Tyler's Law mandates that hospitals and medical examiner/coroner offices must report serious injuries or deaths of children potentially linked to consumer products to the CPSC within seven days of determination.
Nancy Mace
Representative
SC-1
Tyler's Law establishes mandatory reporting requirements for hospitals and medical examiner/coroner offices regarding serious injuries or deaths of children potentially linked to consumer products. These facilities must report specific incidents to the Consumer Product Safety Commission (CPSC) within seven days of making a determination. Failure to comply can result in penalties, including ineligibility for certain federal grants and, for hospitals, jeopardizing Medicare participation.
Tyler’s Law is setting up a new, fast-track reporting system aimed at getting critical data on dangerous consumer products straight to the federal safety watchdogs. The core of this legislation is simple: It requires hospitals and medical examiner/coroner offices to report to the Consumer Product Safety Commission (CPSC) within seven days if a child under 18 is seriously hurt or dies in a way that might be linked to a children’s product or a durable infant/toddler product.
For hospitals, the clock starts ticking once they determine that a serious injury or death is connected to a specific product. They must send a detailed report to the CPSC that includes the child’s demographics (age, gender, ethnicity), the nature of the injury, and the hospital's role—whether the child was treated and released, admitted, or passed away. Medical examiners and coroners have a similar seven-day deadline for deaths they investigate that are linked to these products. This isn't just a quick phone call; the bill requires extensive data collection, including the official cause of death and the specific product code used by the CPSC.
On the surface, this is a massive win for consumer safety. The CPSC needs real-time, comprehensive data to identify dangerous products quickly, leading to faster recalls and updated safety standards. Right now, gathering this kind of information is often slow and piecemeal. By mandating reporting from the front lines of healthcare and death investigations, the government gets a direct pipeline of information. This could mean that a faulty crib design or a hazardous toy is pulled off shelves faster, potentially saving lives. Think of it as an early warning system for parents, fueled by hard data.
Here’s where the bill gets heavy-handed, creating significant administrative pressure on healthcare providers. For hospitals, compliance with this new reporting rule is being added as a condition for continuing to participate in Medicare (Section 1866(a)(1) of the Social Security Act). Losing Medicare participation is the nuclear option for a hospital—it’s an existential threat. Tying a data reporting requirement to a hospital's ability to serve Medicare patients is an exceptionally severe enforcement mechanism for a consumer safety mandate. This puts immense pressure on hospital administrators and staff to get the reporting right, and fast, potentially diverting resources from direct patient care to compliance.

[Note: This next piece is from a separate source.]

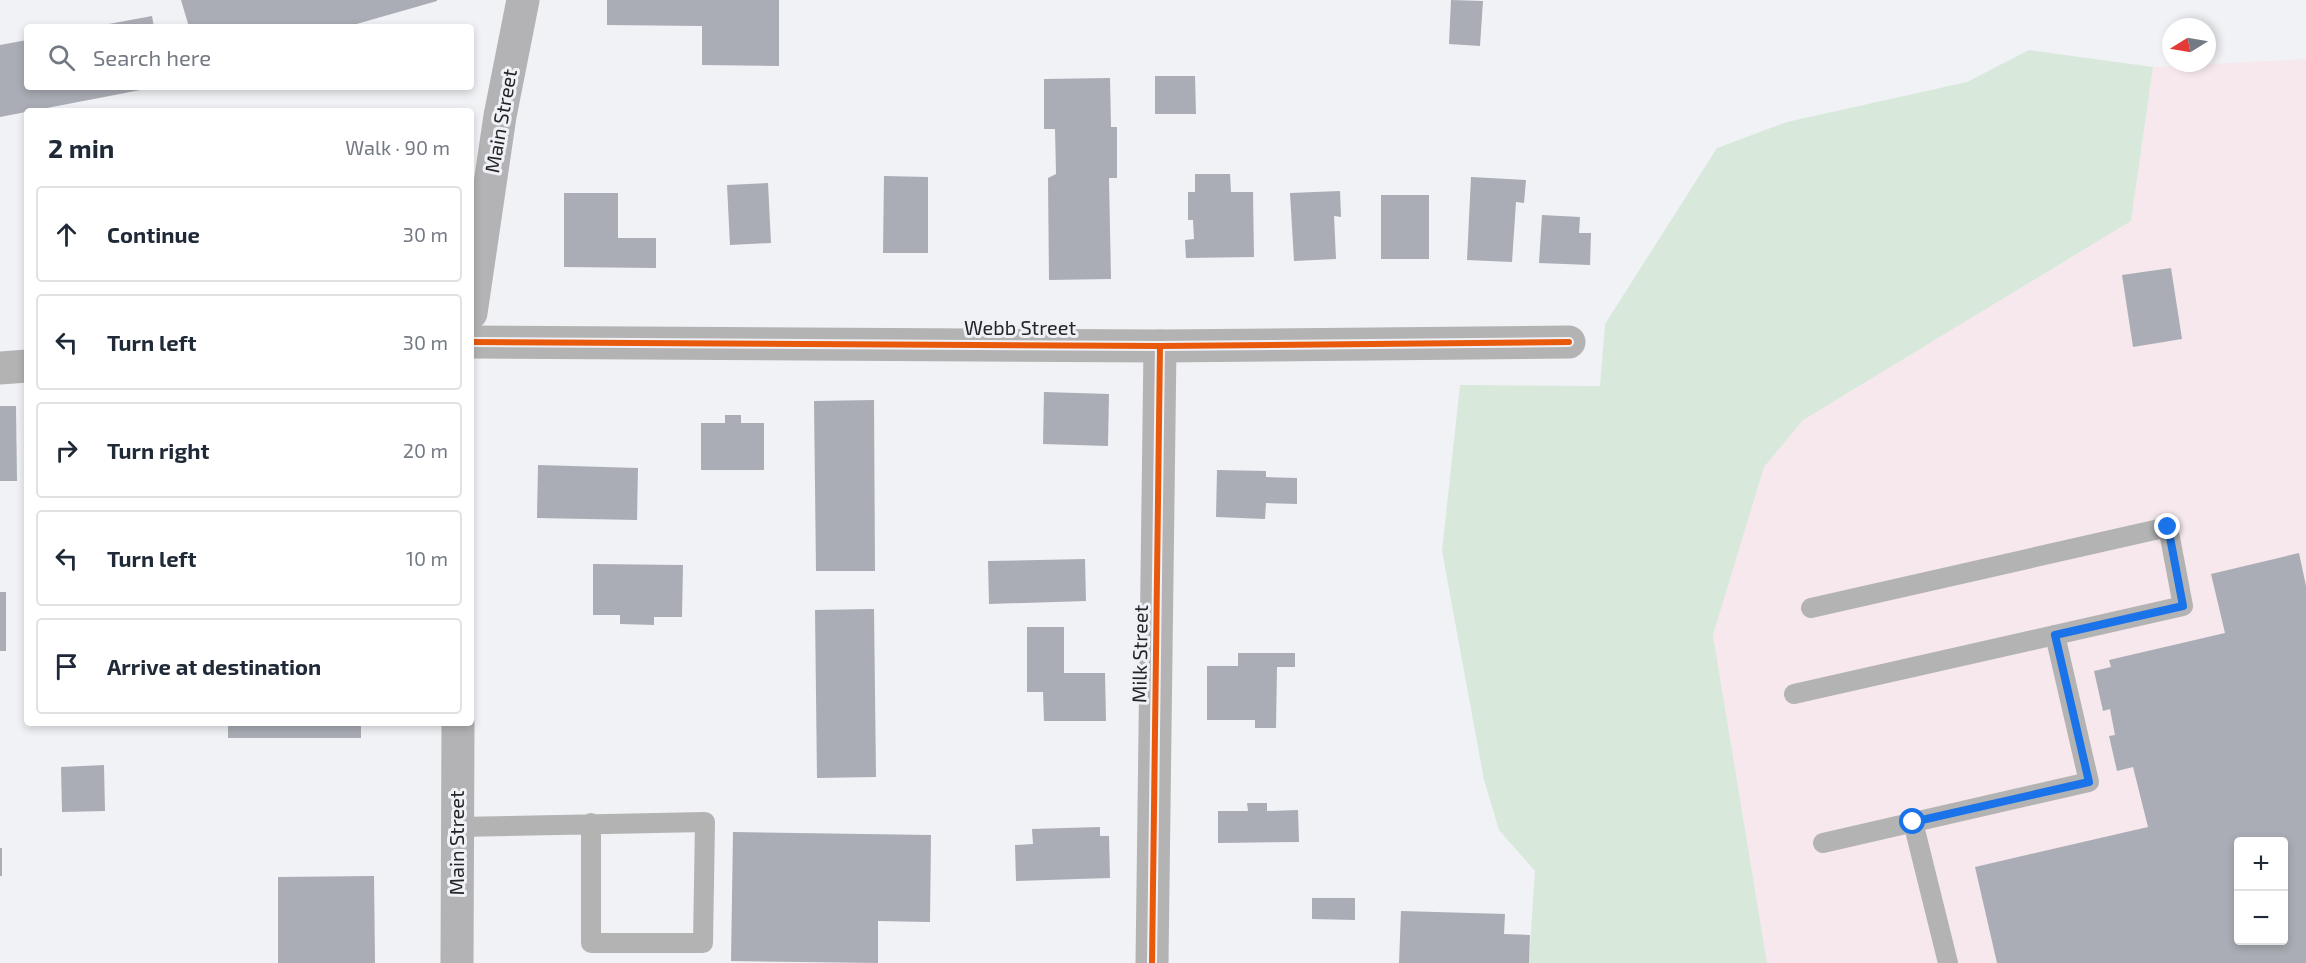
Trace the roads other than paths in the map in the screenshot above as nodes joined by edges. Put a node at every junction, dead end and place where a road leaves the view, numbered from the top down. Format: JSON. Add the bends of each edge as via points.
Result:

Medical examiner and coroner offices face a similar, though slightly less dramatic, penalty. If they fail to comply with the reporting rules during a fiscal year, they become ineligible for certain Department of Justice grants the following year. For smaller, often underfunded ME/Coroner offices, losing access to federal grant money could seriously impact their ability to perform their core functions, even if the reporting failure was due to an honest mistake or capacity issue.

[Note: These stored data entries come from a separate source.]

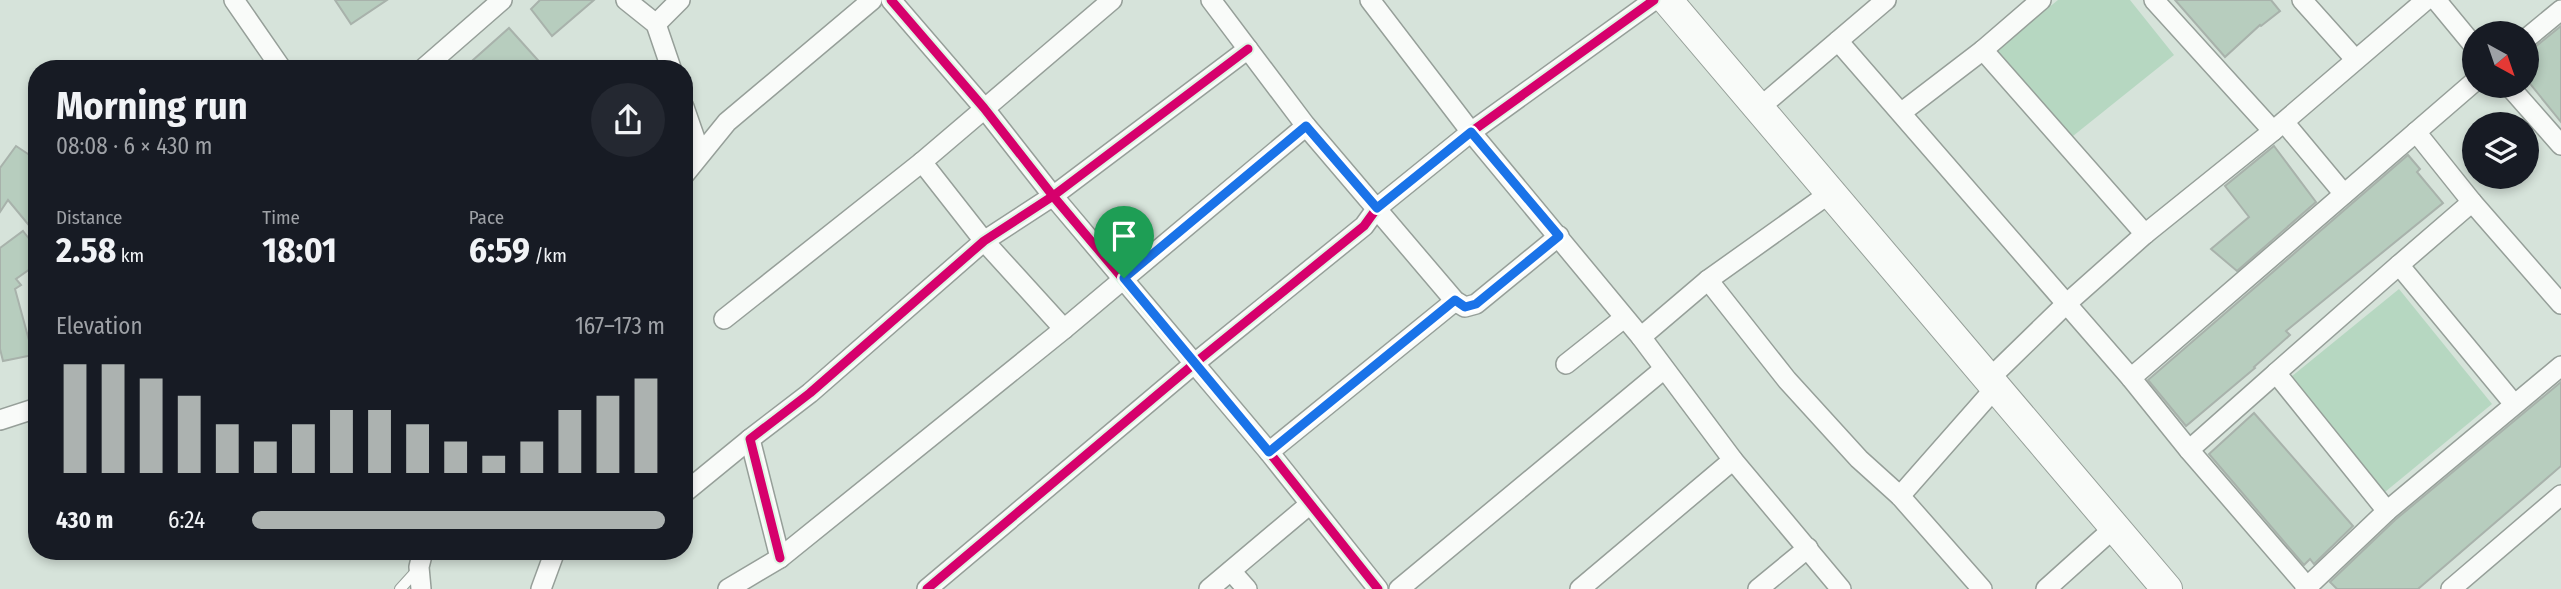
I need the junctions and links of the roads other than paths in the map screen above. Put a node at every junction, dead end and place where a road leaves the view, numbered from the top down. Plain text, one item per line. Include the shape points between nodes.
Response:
1 (234, 0) edge
2 (502, 0) edge
3 (626, 0) edge
4 (680, 0) edge
5 (872, 0) edge
6 (891, 0) edge
7 (1112, 0) edge
8 (1211, 0) edge
9 (1370, 0) edge
10 (1886, 0) edge
11 (2041, 0) edge
12 (2154, 0) edge
13 (2302, 0) edge
14 (2426, 0) edge
15 (2437, 0) edge
16 (1673, 3) edge
17 (2561, 10) edge
18 (656, 24) junction
19 (2539, 28) edge
20 (2462, 31) edge
21 (1838, 41) junction
22 (1248, 48) junction
23 (1983, 50) junction
24 (275, 60) edge
25 (433, 60) edge
26 (668, 60) edge
27 (2355, 60) junction
28 (2462, 92) edge
29 (2520, 98) edge
30 (984, 108) junction
31 (1758, 109) junction
32 (1902, 112) junction
33 (1306, 126) junction
34 (2279, 127) junction
35 (693, 131) edge
36 (1471, 132) junction
37 (2416, 132) junction
38 (2561, 145) edge
39 (701, 153) junction
40 (922, 162) junction
41 (693, 163) edge
42 (1830, 193) junction
43 (2344, 194) junction
44 (1053, 196) junction
45 (2472, 202) junction
46 (1377, 208) junction
47 (2145, 234) junction
48 (1559, 236) junction
49 (984, 241) junction
50 (2399, 265) junction
51 (1124, 278) junction
52 (1708, 280) junction
53 (1455, 300) junction
54 (2561, 304) edge
55 (2065, 305) junction
56 (1623, 318) junction
57 (724, 319) dead end
58 (1064, 329) junction
59 (1641, 337) junction
60 (1195, 363) junction
61 (1566, 364) dead end
62 (2561, 366) edge
63 (1664, 369) junction
64 (2276, 373) junction
65 (2131, 378) junction
66 (1993, 383) junction
67 (2514, 404) junction
68 (28, 411) edge
69 (0, 420) edge
70 (751, 439) junction
71 (2189, 450) junction
72 (1269, 452) junction
73 (1733, 460) junction
74 (693, 486) edge
75 (2561, 495) edge
76 (1900, 496) junction
77 (1310, 504) junction
78 (2387, 511) junction
79 (2115, 527) junction
80 (1808, 548) junction
81 (780, 558) junction
82 (420, 560) edge
83 (421, 560) edge
84 (552, 560) edge
85 (1231, 571) junction
86 (2307, 588) edge
87 (400, 589) edge
88 (421, 589) edge
89 (541, 589) edge
90 (728, 589) edge
91 (927, 589) edge
92 (1209, 589) edge
93 (1247, 589) edge
94 (1378, 589) edge
95 (1399, 589) edge
96 (1580, 589) edge
97 (1758, 589) edge
98 (1841, 589) edge
99 (1982, 589) edge
100 (2046, 589) edge
101 (2168, 589) edge
102 (2451, 589) edge

1 - 24 street
2 - 25 street
3 - 18 street
4 - 18 street
5 - 39 street via 727,122
6 - 30 street
7 - 30 street
8 - 22 street
9 - 36 street
10 - 21 street
11 - 23 street
12 - 34 street
13 - 27 street
14 - 27 street
15 - 20 street
16 - 31 main road
16 - 36 street
17 - 19 street
18 - 26 street
21 - 31 street
21 - 32 street
22 - 33 street
22 - 44 street
23 - 32 street
23 - 47 street
27 - 34 street
28 - 37 street
29 - 38 street
30 - 40 street
30 - 44 street
31 - 42 main road
32 - 55 street
33 - 46 street
33 - 51 street
34 - 43 street
34 - 47 street
35 - 39 street
36 - 46 street
36 - 48 street
37 - 43 street
37 - 45 street
39 - 41 street
40 - 49 street
40 - 57 street
42 - 52 street
42 - 66 main road
43 - 65 street
44 - 49 street
44 - 51 street
45 - 50 street
45 - 54 street
46 - 53 street
46 - 60 street via 1364,226
47 - 55 street
48 - 53 street via 1476,304 1465,307
48 - 56 street
49 - 58 street
49 - 70 street
50 - 64 street
50 - 67 street
51 - 58 street
51 - 60 street
52 - 59 street
52 - 76 street via 1787,380 1859,459
53 - 72 street
55 - 65 street
55 - 66 street
56 - 59 street
56 - 61 street
58 - 81 street
59 - 63 street
60 - 72 street
60 - 91 street
62 - 67 street
63 - 73 street
63 - 95 street
64 - 71 street
64 - 78 street
65 - 71 street
66 - 76 street
66 - 79 main road
67 - 78 street
68 - 69 street
70 - 74 street
70 - 81 street
71 - 86 street
72 - 77 street
73 - 80 street
73 - 96 street
75 - 102 street
76 - 99 street
77 - 85 street
77 - 94 street
78 - 86 street
79 - 100 street
79 - 101 main road
80 - 97 street
80 - 98 street
81 - 90 street
82 - 87 lane
83 - 88 street
84 - 89 street
85 - 92 street
85 - 93 street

One detail that could cause headaches is the reporting trigger. Hospitals must report if they “believe the injury or death is connected” to a children’s product. This relies heavily on the subjective judgment of the medical staff at the time of treatment. While this flexibility is necessary to catch potential issues, it also lacks clear, objective criteria. This could lead to inconsistent reporting across different hospitals, or an overly broad reporting burden as facilities err on the side of caution to avoid jeopardizing their Medicare status. Staff will have to quickly pivot from treating a trauma patient to acting as product safety investigators, all within a seven-day window.